Кто-то вздумал ему пересказать то, что говорили некоторые петроградские эстеты об исполнении им «Широкой масленицы», что будто бы там Шаляпин отображает судьбу русского «бунта».
— Тоже умники нашлись! Я когда пою, ни о чем этом не думаю. Думаю, да совсем не о том и задолго до того, как пою. Еремка! Да такой голытьбы сколько хошь на пристанях было.
Он начинал сердиться:
— Чепуху они говорят, я знаю, это все В… (он назвал фамилию одного искусствоведа и критика). Что им до меня надо? Делай, что хочешь, пиши про что хочешь, я к тебе не лезу, и ты меня не тронь! И что за судьба моя такая разнесчастная, каждый… лезет и учит! Да пошел он, в конце концов, к черту, еще беду накличет! Я жаловаться буду!.. Вы уж меня простите, я петь в Кронштадте не буду, не двужильный я в самом деле! Нет, петь в Кронштадте не буду! Будьте здоровы и не обижайтесь. Устал… Устал, ей-богу.
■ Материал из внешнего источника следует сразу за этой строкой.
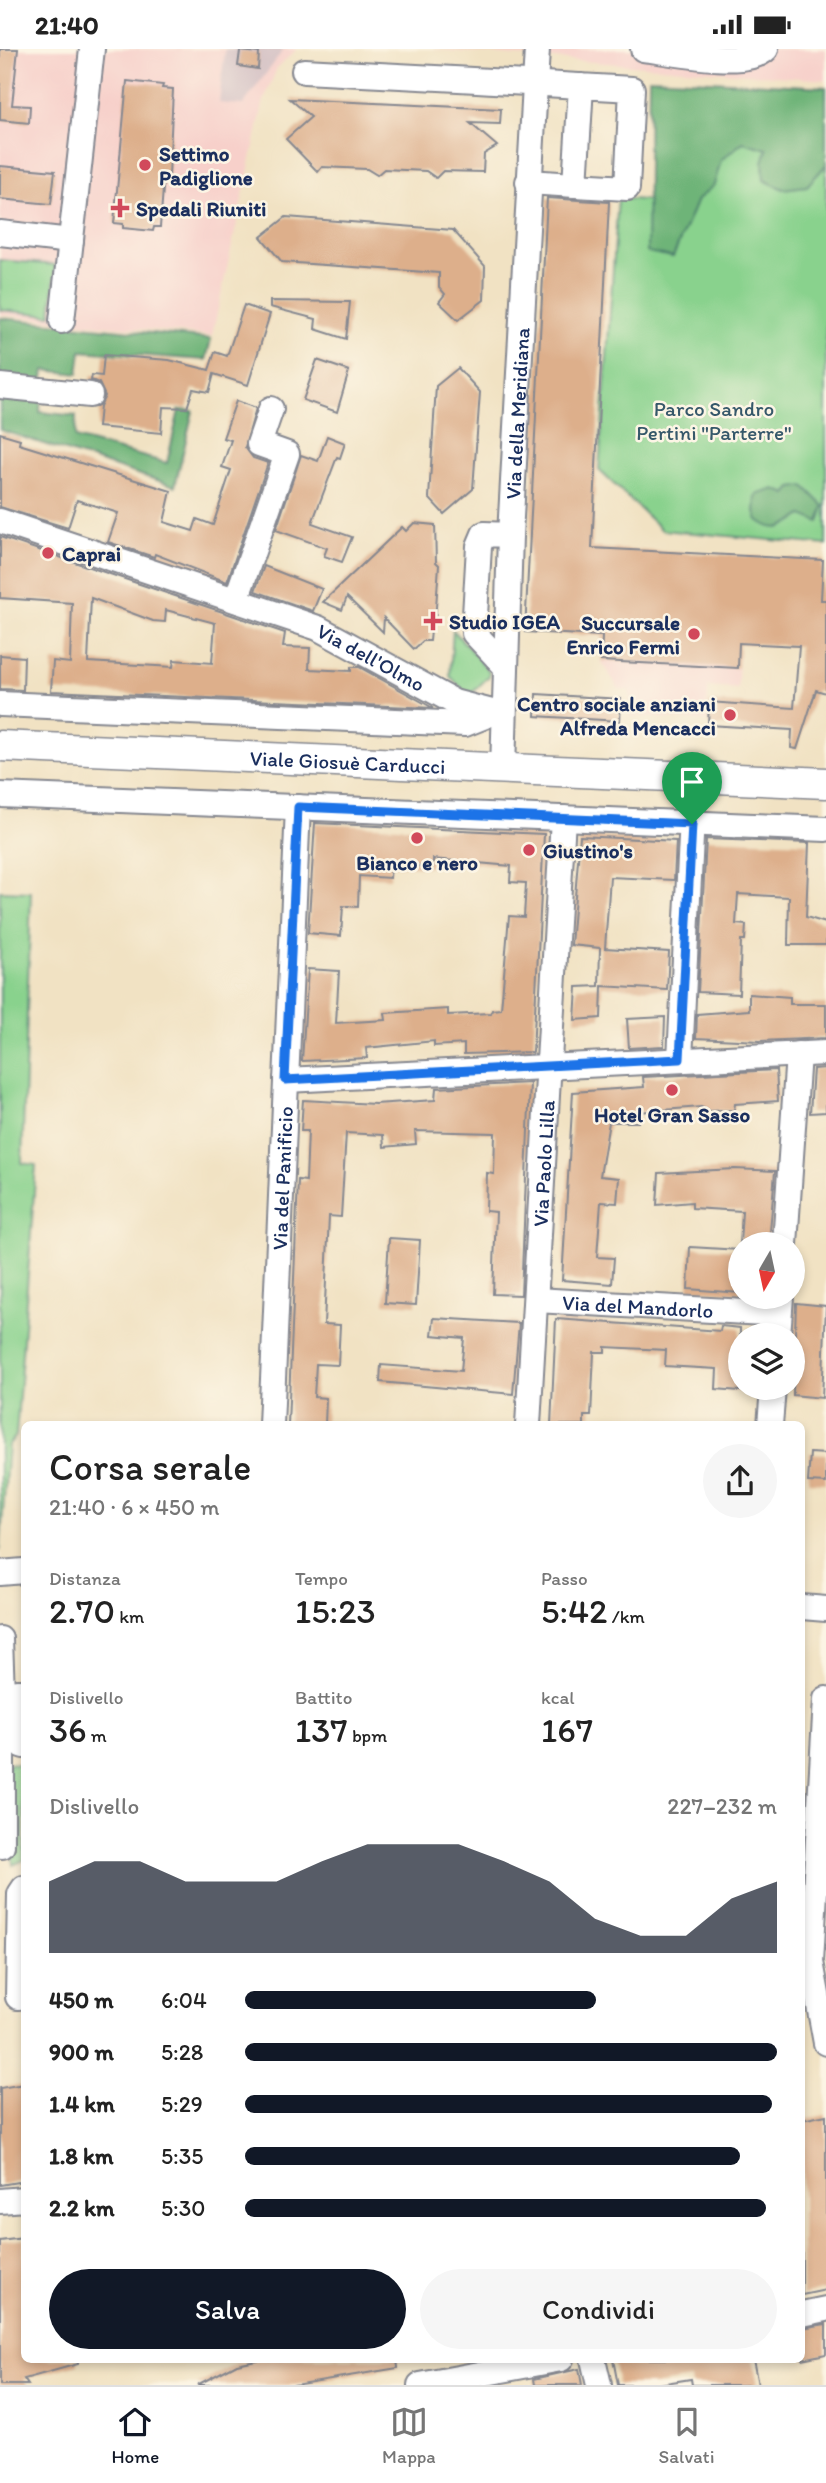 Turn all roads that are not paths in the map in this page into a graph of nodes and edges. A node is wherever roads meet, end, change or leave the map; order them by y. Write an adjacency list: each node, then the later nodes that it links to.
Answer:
1 (92, 49): 11 (street)
2 (643, 49): 3 (street)
3 (766, 49)
4 (537, 53): 6 (street, Via della Meridiana)
5 (304, 71): 6 (street)
6 (544, 84): 7 (street); 8 (street, Via della Meridiana)
7 (581, 86): 9 (street); 9 (street)
8 (535, 183): 9 (street); 19 (street, Via della Meridiana)
9 (575, 185)
10 (0, 233): 11 (street)
11 (71, 241): 12 (street)
12 (62, 321)
13 (0, 386): 14 (street)
14 (90, 395)
15 (271, 409): 17 (street)
16 (0, 521): 17 (street, Via dell'Olmo)
17 (236, 600): 19 (street, Via dell'Olmo)
18 (0, 704): 19 (street, Viale Giosuè Carducci)
19 (498, 714): 21 (street, Via della Meridiana)
20 (0, 746): 21 (main road, Viale Giosuè Carducci)
21 (503, 770): 22 (main road, Viale Giosuè Carducci)
22 (694, 777): 23 (main road, Viale Giosuè Carducci); 27 (street)
23 (826, 783)
24 (0, 795): 25 (street)
25 (298, 807): 26 (street); 33 (street, Via del Panificio)
26 (563, 818): 27 (street); 32 (street, Via Paolo Lilla)
27 (692, 824): 28 (street); 31 (street)
28 (825, 835)
29 (826, 1053): 30 (street)
30 (798, 1054): 31 (street); 34 (street)
31 (680, 1059): 32 (street)
32 (550, 1066): 33 (street); 35 (street, Via Paolo Lilla)
33 (285, 1080): 38 (street, Via del Panificio)
34 (786, 1232)
35 (536, 1300): 36 (street, Via del Mandorlo); 39 (street, Via Paolo Lilla)
36 (779, 1315)
37 (773, 1400): 40 (street)
38 (271, 1421)
39 (528, 1421)
40 (771, 1421)
41 (21, 1571): 42 (street)
42 (0, 1573)
43 (805, 1607): 44 (street)
44 (826, 1609)
45 (0, 1639): 46 (street)
46 (10, 1685): 48 (street); 50 (street)
47 (826, 1699): 49 (street)
48 (21, 1745)
49 (809, 1828): 52 (street)
50 (2, 1846)
51 (15, 1891): 53 (street)
52 (813, 1970): 54 (street)
53 (14, 2000)
54 (826, 2043)
55 (21, 2199): 56 (street)
56 (0, 2201)
57 (826, 2309): 58 (street)
58 (805, 2313)
59 (539, 2363): 61 (street)
60 (594, 2363): 62 (street)
61 (421, 2385)
62 (599, 2385)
Однако дня через два позвонил Дворищин, близкий человек Шаляпина, и сказал:
— Федор Иванович просил вам передать, что в Кронштадте петь будет.
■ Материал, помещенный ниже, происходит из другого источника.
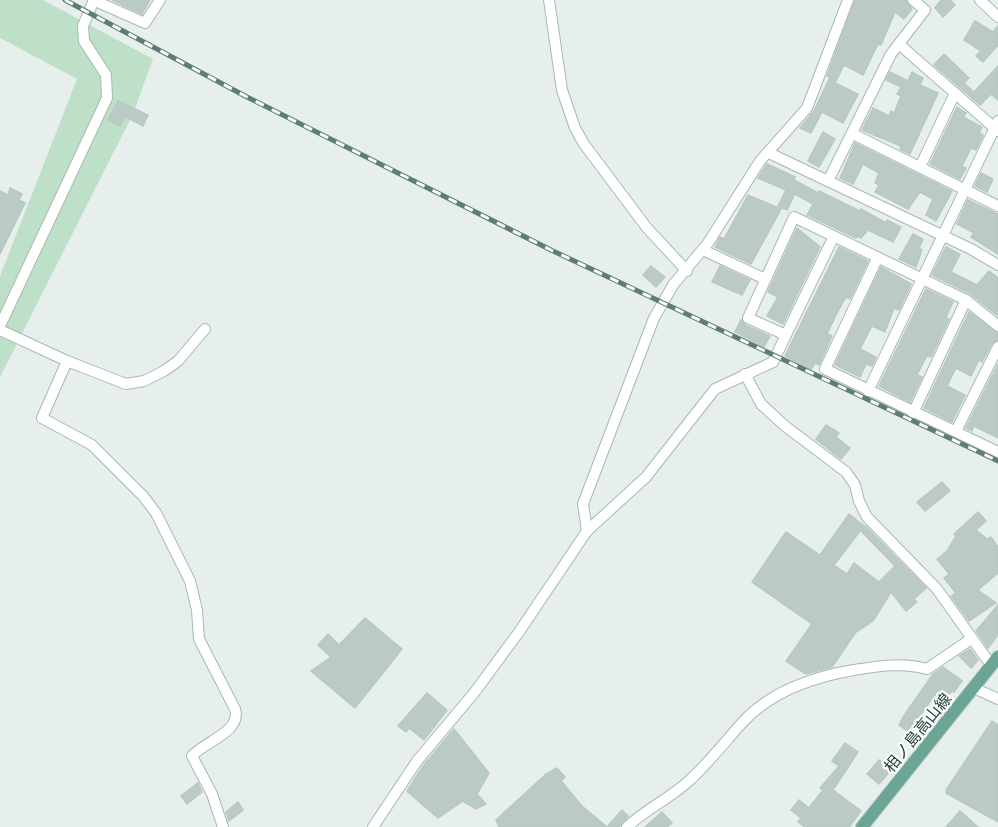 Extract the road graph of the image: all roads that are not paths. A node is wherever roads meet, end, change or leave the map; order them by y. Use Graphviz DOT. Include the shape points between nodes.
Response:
graph roads {
  1 [pos="93,0"];
  2 [pos="160,0"];
  3 [pos="549,0"];
  4 [pos="848,0"];
  5 [pos="913,0"];
  6 [pos="980,0"];
  7 [pos="998,17"];
  8 [pos="900,45"];
  9 [pos="955,93"];
  10 [pos="997,126"];
  11 [pos="852,134"];
  12 [pos="769,153"];
  13 [pos="920,167"];
  14 [pos="828,181"];
  15 [pos="966,189"];
  16 [pos="998,206"];
  17 [pos="943,236"];
  18 [pos="833,238"];
  19 [pos="703,250"];
  20 [pos="877,259"];
  21 [pos="998,265"];
  22 [pos="687,271"];
  23 [pos="765,279"];
  24 [pos="922,279"];
  25 [pos="966,300"];
  26 [pos="998,326"];
  27 [pos="0,328"];
  28 [pos="205,329"];
  29 [pos="786,335"];
  30 [pos="998,347"];
  31 [pos="67,362"];
  32 [pos="745,374"];
  33 [pos="868,391"];
  34 [pos="913,412"];
  35 [pos="956,431"];
  36 [pos="998,452"];
  37 [pos="587,531"];
  38 [pos="970,639"];
  39 [pos="995,661"];
  40 [pos="974,688"];
  41 [pos="998,699"];
  42 [pos="223,827"];
  43 [pos="373,827"];
  44 [pos="627,827"];
  45 [pos="862,827"];
  1 -- 2 [label="street" via="145,23"];
  1 -- 27 [label="street" via="82,26 84,41 106,75 107,98"];
  3 -- 22 [label="street" via="562,90 575,128 647,228"];
  4 -- 12 [label="street" via="807,108"];
  5 -- 8 [label="street" via="925,10"];
  6 -- 7 [label="street"];
  8 -- 9 [label="street"];
  8 -- 11 [label="street" via="891,54"];
  9 -- 10 [label="street"];
  9 -- 13 [label="street"];
  10 -- 15 [label="street"];
  11 -- 13 [label="street"];
  11 -- 14 [label="street"];
  12 -- 14 [label="street"];
  12 -- 19 [label="street"];
  13 -- 15 [label="street"];
  14 -- 17 [label="street"];
  15 -- 16 [label="street"];
  15 -- 17 [label="street"];
  17 -- 21 [label="street"];
  17 -- 24 [label="street"];
  18 -- 20 [label="street"];
  18 -- 23 [label="street" via="794,217"];
  18 -- 29 [label="street"];
  19 -- 22 [label="street"];
  19 -- 23 [label="street"];
  20 -- 24 [label="street"];
  20 -- 33 [label="street" via="825,369"];
  22 -- 37 [label="street" via="673,285 654,318 584,504"];
  23 -- 29 [label="street" via="748,318"];
  24 -- 25 [label="street"];
  24 -- 33 [label="street"];
  25 -- 26 [label="street"];
  25 -- 34 [label="street"];
  27 -- 31 [label="street"];
  28 -- 31 [label="street" via="178,361 144,381 126,384"];
  29 -- 32 [label="street" via="773,362"];
  30 -- 35 [label="street"];
  31 -- 42 [label="street" via="42,417 96,449 156,513 190,581 199,639 235,709 234,725 192,756 212,794"];
  32 -- 37 [label="street" via="715,389 646,477"];
  32 -- 38 [label="street" via="761,404 846,472 867,517 937,589"];
  33 -- 34 [label="street"];
  34 -- 35 [label="street"];
  35 -- 36 [label="street"];
  37 -- 43 [label="street" via="519,632 417,761"];
  38 -- 39 [label="street"];
  38 -- 44 [label="street" via="927,669 876,666 825,675 797,685 742,722 690,780 642,812"];
  39 -- 40 [label="main road, 相ノ島高山線"];
  40 -- 41 [label="street"];
  40 -- 45 [label="main road, 相ノ島高山線"];
}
Но этот концерт в Кронштадте не состоялся по военным обстоятельствам.
Единственный случай, когда пришлось увидеть Шаляпина за кулисами, в его артистической уборной, имел особый интерес для нас потому, что открылась еще одна тайна его творчества.
Он снимал грим Еремки, в зеркале все еще отражалось испитое, страшное лицо варнака, бродяги. По мере того как исчезал этот образ и появлялись мягкие, округлые черты лица артиста, менялся и самый тон его разговора с нами.
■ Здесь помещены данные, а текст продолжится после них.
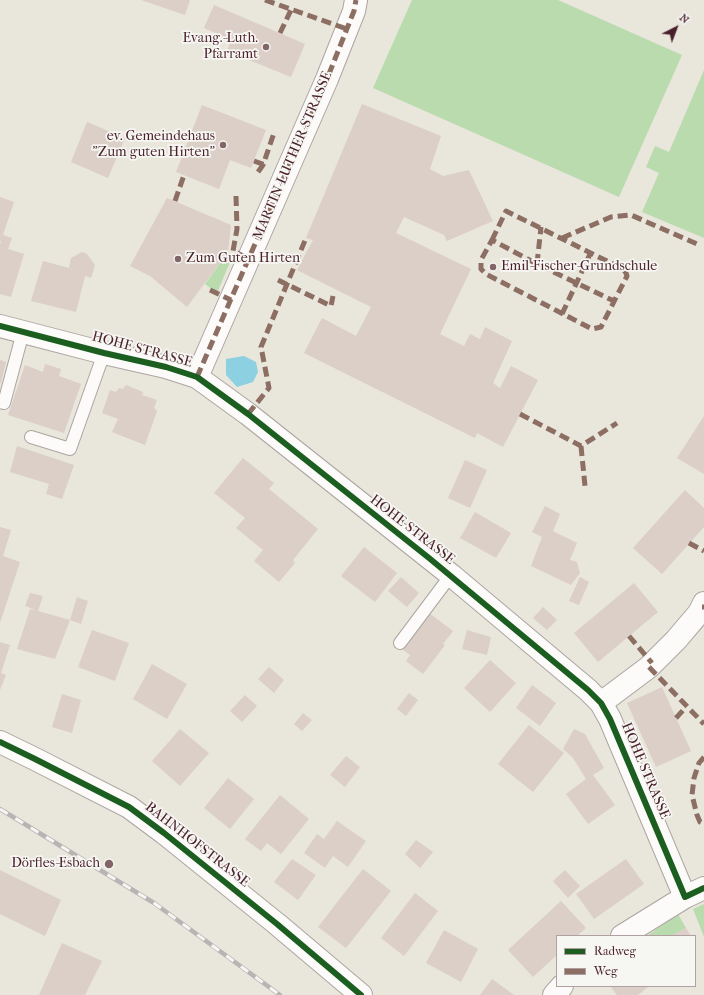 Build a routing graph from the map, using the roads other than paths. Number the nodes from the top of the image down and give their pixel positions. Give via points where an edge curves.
1 (356, 0) edge
2 (0, 326) edge
3 (23, 332) junction
4 (104, 353) junction
5 (197, 377) junction
6 (0, 402) edge
7 (31, 437) dead end
8 (451, 575) junction
9 (704, 603) edge
10 (400, 643) dead end
11 (601, 703) junction
12 (0, 742) edge
13 (695, 893) edge
14 (624, 935) edge
15 (561, 987) edge
16 (360, 995) edge
17 (554, 995) edge

1 - 5 street, MARTIN-LUTHER-STRASSE via 327,79
2 - 3 street, HOHE STRASSE
3 - 4 street, HOHE STRASSE
3 - 6 lane via 4,403
4 - 5 street, HOHE STRASSE
4 - 7 lane via 70,449
5 - 8 street, HOHE STRASSE via 248,414
8 - 10 lane
8 - 11 street, HOHE STRASSE
9 - 11 street via 676,640 649,667
11 - 13 street, HOHE STRASSE
12 - 16 street, BAHNHOFSTRASSE via 129,808 277,924
13 - 14 street
15 - 17 street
Когда исчез Еремка, когда снят был грим и вместо лохмотьев на статной фигуре Федора Ивановича оказался пиджак, когда он небрежно и изящно завязал галстук, исчез и грубоватый, немного разухабистый тон, а прощаясь с нами, Шаляпин превратился в учтивого, приятнейшего хозяина, принявшего гостей не очень дружелюбно и сконфуженного этим обстоятельством.
Он проводил нас до дверей, галантно, с врожденной грацией подхватил под руку знакомую даму и, улыбнувшись, пошел к выходу.
Казалось странным, неужели этот учтивый и обаятельный человек только что свирепо и грубо обругал почтенного, старого человека, литератора, критика?
Неужели этот человек полчаса назад явился нам в образе бродяги, горького пьяницы, душегуба Еремки?
Действительно, это казалось чудом.
Видный литератор дореволюционного времени утверждал, что вся артистическая карьера Шаляпина — это работа над образом Мефистофеля. Это, пожалуй, преувеличение, но можно сказать, что вся артистическая деятельность Шаляпина была неустанным, творческим, упорным трудом. Уже говорилось выше о том, что некоторые почитатели Шаляпина думали, будто артист не работает, все дело в таланте, в интуиции художника. И потому эти наивные люди, вероятно, удивились, когда узнали, что артист не работает только тогда, когда он спит. Так справедливо утверждает Дорошевич.